6. Limitation of Liability.
(a) Primary Adviser shall not be liable for any error of judgment or mistake of law or for any loss suffered by the Trust in connection with the matters to which this Agreement relates including, without limitation, losses that may be sustained in connection with the allocation or reallocation of assets among various asset categories by the Trust, the retention or termination of any investment management organization by the Trust or any recommendation or investment made by any such organization, whether or not any such action was taken in reliance upon information provided by Primary Adviser as part of the services that Primary Adviser is obligated to provide hereunder except a loss resulting from willful misfeasance, bad faith or gross negligence on the part of Primary Adviser in the performance of its duties or from reckless disregard by Primary Adviser of its obligations and duties under this Agreement.

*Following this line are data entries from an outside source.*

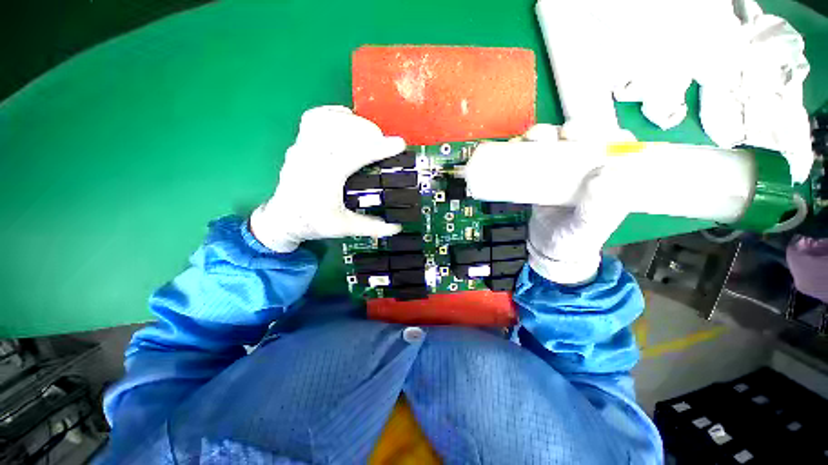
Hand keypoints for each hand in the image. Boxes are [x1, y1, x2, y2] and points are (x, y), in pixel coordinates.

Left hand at [250, 106, 404, 251]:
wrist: (283, 219)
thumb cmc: (313, 223)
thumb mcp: (344, 228)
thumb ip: (372, 227)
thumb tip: (398, 227)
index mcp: (324, 179)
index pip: (354, 155)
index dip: (379, 148)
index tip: (399, 144)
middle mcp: (311, 158)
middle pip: (341, 130)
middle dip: (368, 131)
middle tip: (383, 143)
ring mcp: (302, 147)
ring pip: (327, 120)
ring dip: (353, 122)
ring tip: (369, 133)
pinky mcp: (299, 143)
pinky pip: (314, 118)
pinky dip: (333, 115)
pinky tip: (347, 121)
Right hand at [524, 123, 634, 283]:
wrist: (547, 248)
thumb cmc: (574, 239)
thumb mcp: (589, 227)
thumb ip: (598, 206)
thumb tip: (603, 172)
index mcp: (609, 177)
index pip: (618, 145)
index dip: (610, 134)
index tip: (597, 135)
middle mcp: (586, 168)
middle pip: (583, 138)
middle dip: (573, 129)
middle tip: (562, 135)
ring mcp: (561, 171)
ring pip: (555, 144)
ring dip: (544, 135)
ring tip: (532, 138)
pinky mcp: (539, 176)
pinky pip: (532, 157)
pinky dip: (523, 148)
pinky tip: (516, 145)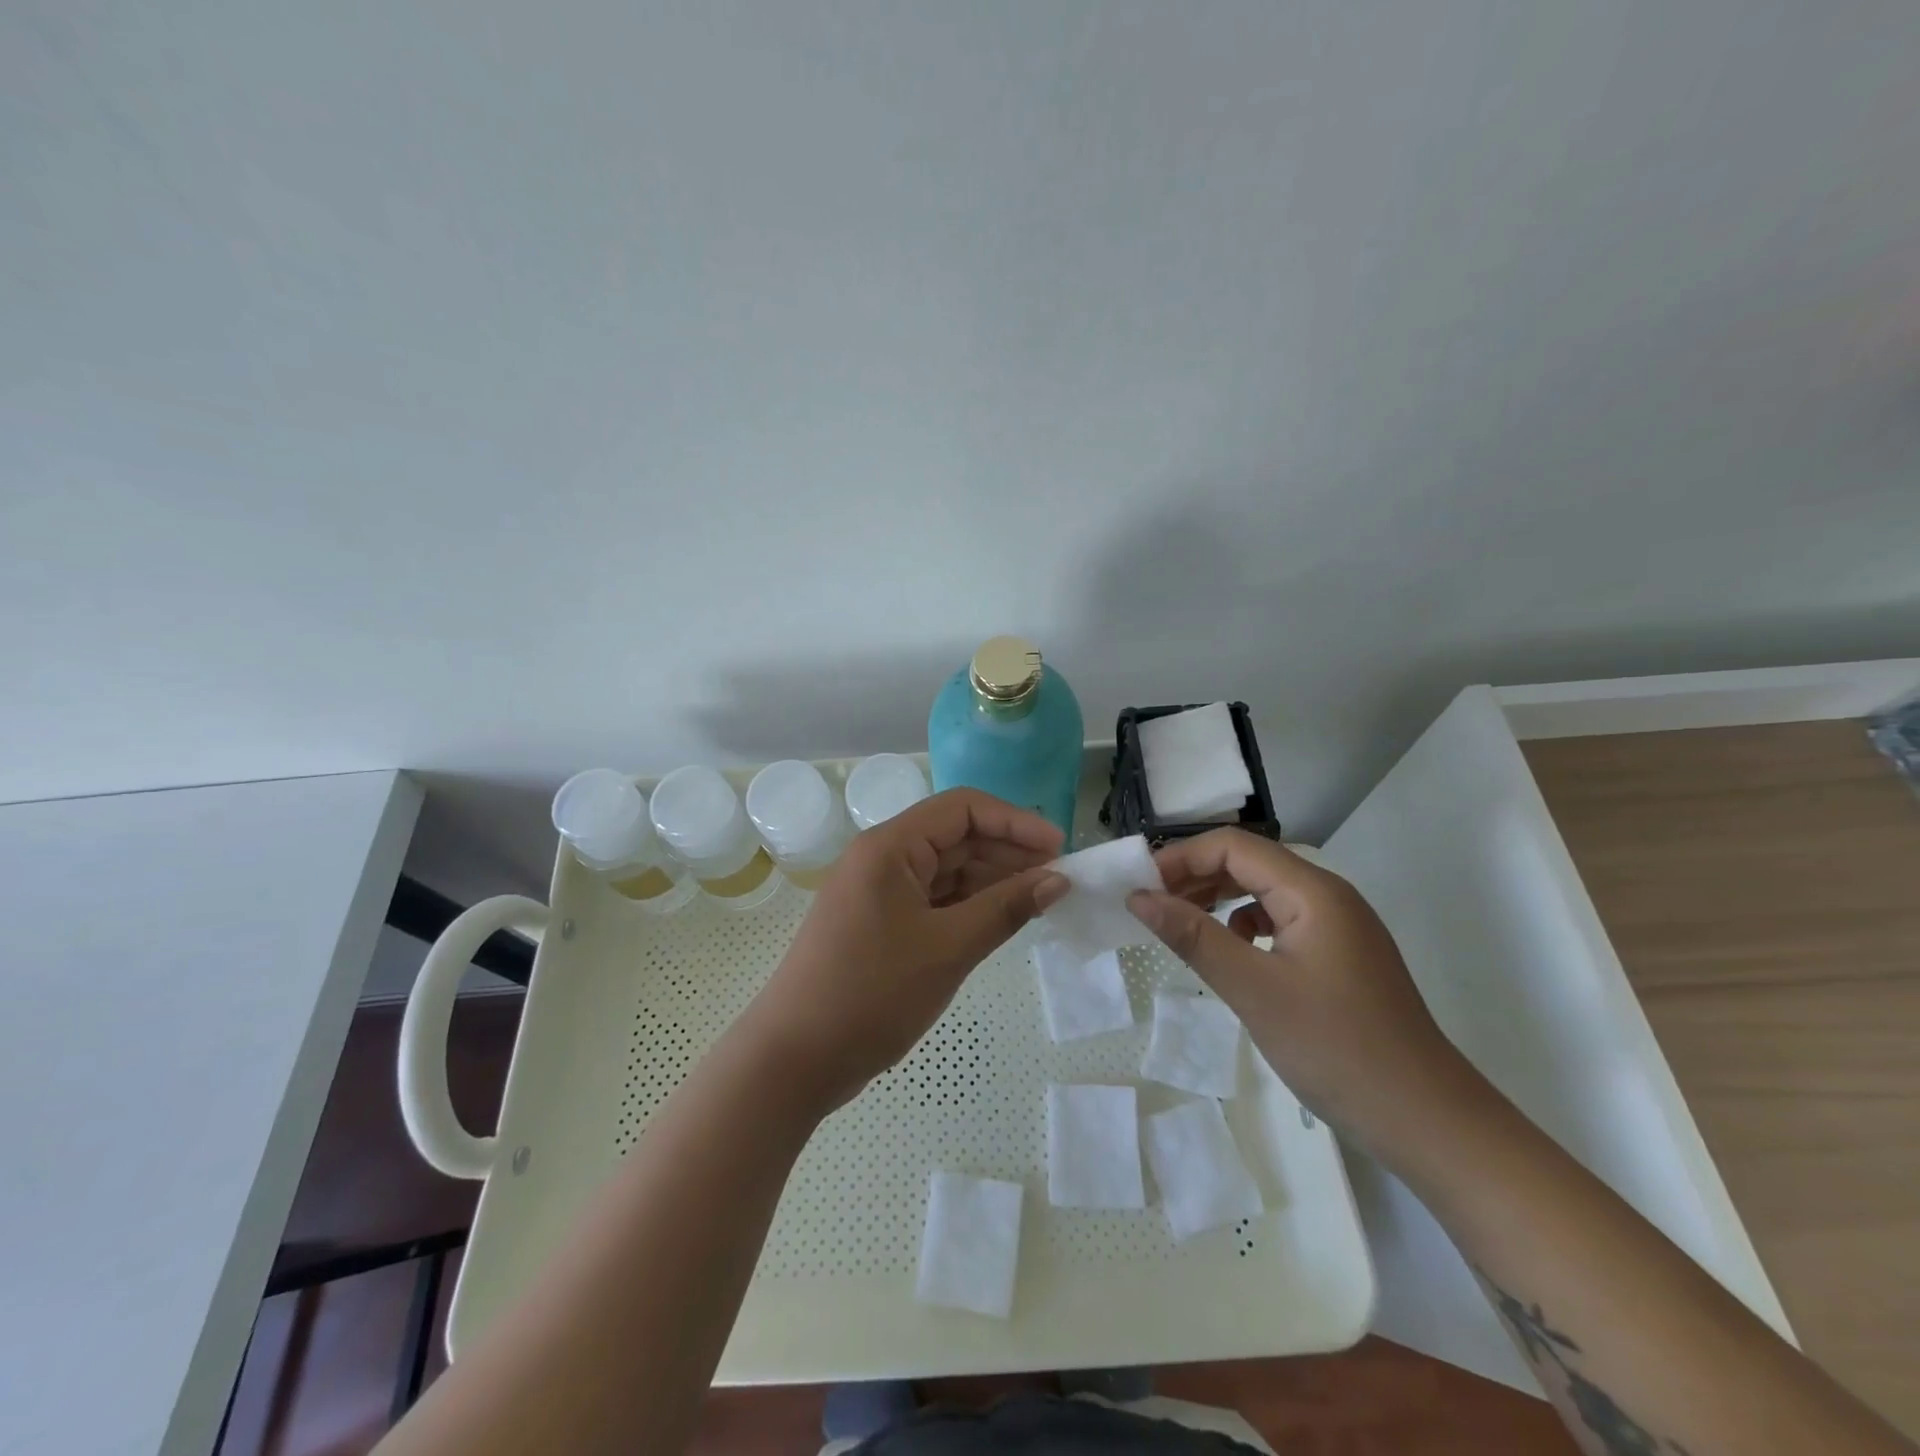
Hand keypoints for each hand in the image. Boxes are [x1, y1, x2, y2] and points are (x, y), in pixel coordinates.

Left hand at [742, 788, 1067, 1115]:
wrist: (794, 1059)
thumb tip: (1058, 880)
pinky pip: (933, 899)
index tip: (1060, 850)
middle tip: (1058, 881)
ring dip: (992, 881)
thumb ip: (1006, 908)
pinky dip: (968, 906)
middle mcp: (883, 857)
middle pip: (956, 835)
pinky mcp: (880, 922)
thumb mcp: (949, 948)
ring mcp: (879, 891)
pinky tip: (1001, 920)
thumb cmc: (872, 994)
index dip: (1015, 822)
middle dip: (1008, 853)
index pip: (963, 808)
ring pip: (946, 869)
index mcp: (890, 846)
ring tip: (1039, 901)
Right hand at [1126, 829, 1475, 1146]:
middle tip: (1152, 906)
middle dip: (1196, 876)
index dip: (1182, 859)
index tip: (1141, 888)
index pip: (1234, 847)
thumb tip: (1139, 897)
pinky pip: (1281, 921)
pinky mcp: (1341, 957)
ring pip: (1265, 892)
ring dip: (1218, 899)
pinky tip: (1232, 954)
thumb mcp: (1253, 990)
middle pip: (1250, 863)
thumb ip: (1193, 936)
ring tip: (1181, 925)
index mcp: (1313, 892)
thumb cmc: (1336, 1048)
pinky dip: (1246, 926)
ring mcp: (1339, 928)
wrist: (1428, 1122)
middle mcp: (1329, 897)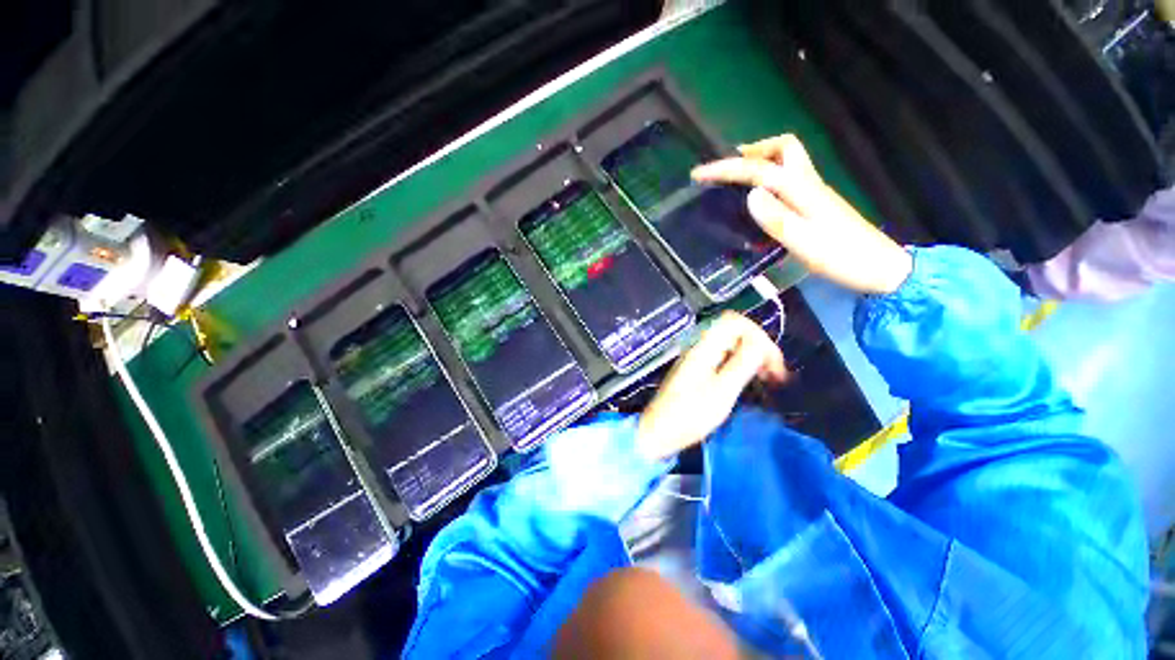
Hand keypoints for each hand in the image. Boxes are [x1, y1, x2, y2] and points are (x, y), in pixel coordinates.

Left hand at [636, 312, 786, 459]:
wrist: (658, 432)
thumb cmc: (690, 414)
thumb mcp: (722, 391)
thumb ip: (743, 363)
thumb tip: (761, 344)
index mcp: (703, 347)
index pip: (734, 321)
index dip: (758, 335)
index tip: (773, 362)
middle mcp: (699, 348)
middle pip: (734, 332)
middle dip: (758, 347)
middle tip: (776, 374)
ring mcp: (696, 359)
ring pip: (730, 346)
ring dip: (751, 357)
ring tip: (769, 380)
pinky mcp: (696, 371)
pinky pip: (723, 358)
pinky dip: (740, 366)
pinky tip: (749, 382)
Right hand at [692, 134, 912, 294]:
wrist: (880, 268)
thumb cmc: (842, 258)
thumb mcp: (805, 243)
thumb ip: (777, 219)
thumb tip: (750, 194)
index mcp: (802, 191)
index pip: (759, 170)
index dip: (726, 169)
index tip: (698, 175)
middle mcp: (809, 184)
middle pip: (784, 148)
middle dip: (752, 151)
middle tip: (727, 169)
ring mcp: (814, 193)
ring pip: (788, 160)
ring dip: (761, 160)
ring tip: (736, 178)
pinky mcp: (816, 204)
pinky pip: (788, 178)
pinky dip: (769, 177)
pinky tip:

(b) Notwithstanding the foregoing, Primary Adviser expressly agrees that the Trust may rely upon information provided, in writing, by Primary Adviser to the Trust (including, without limitation, information contained in Primary Adviser’s then current Form ADV) in accordance with Section 8 of this Agreement or otherwise, in preparing the Trust’s registration statement and amendments thereto and certain periodic reports relating to the Trust and its Portfolios that are required to be furnished to shareholders of the Trust and/or filed with the Securities and Exchange Commission (collectively, “SEC Filings”). Primary Adviser agrees to indemnify and hold harmless the Trust and each of its Trustees, officers and employees from any claims, liabilities and expenses, including reasonable attorneys’ fees, incurred as a result of any untrue statement or alleged untrue statement of a material fact made by Primary Adviser in any such written information and upon which the Trust relies in preparing any SEC Filing, or any omission or alleged omission to state in such written information a material fact necessary to make such statements not misleading (“material omission”). Primary Adviser will not, however, be required to so indemnify any person under this Section 6 to the extent that, in making any such statement or material omission, Primary Adviser relied upon an untrue or alleged untrue statement of material fact made by, or material omission on the part of, any officer, Trustee or agent of the Trust (other than an officer, Trustee or agent that is an employee, officer or director of Primary Adviser) or where such statement or material omission was made in reliance upon information furnished, in writing, by any such officer, Trustee or agent, including, without limitation, custodian banks, administrators, distributors, accounting agents or investment advisers other than Primary Adviser.
7. Permissible Interest.
Subject to and in accordance with the Trust’s Declaration of Trust and By-laws and corresponding governing documents of Primary Adviser, Trustees, officers, agents and shareholders of the Trust may have an interest in Primary Adviser as officers, directors, agents and/or shareholders or otherwise. Primary Adviser may also have similar interests in the Trust. The effect of any such interrelationships shall be governed by said governing documents and the provisions of the Investment Company Act.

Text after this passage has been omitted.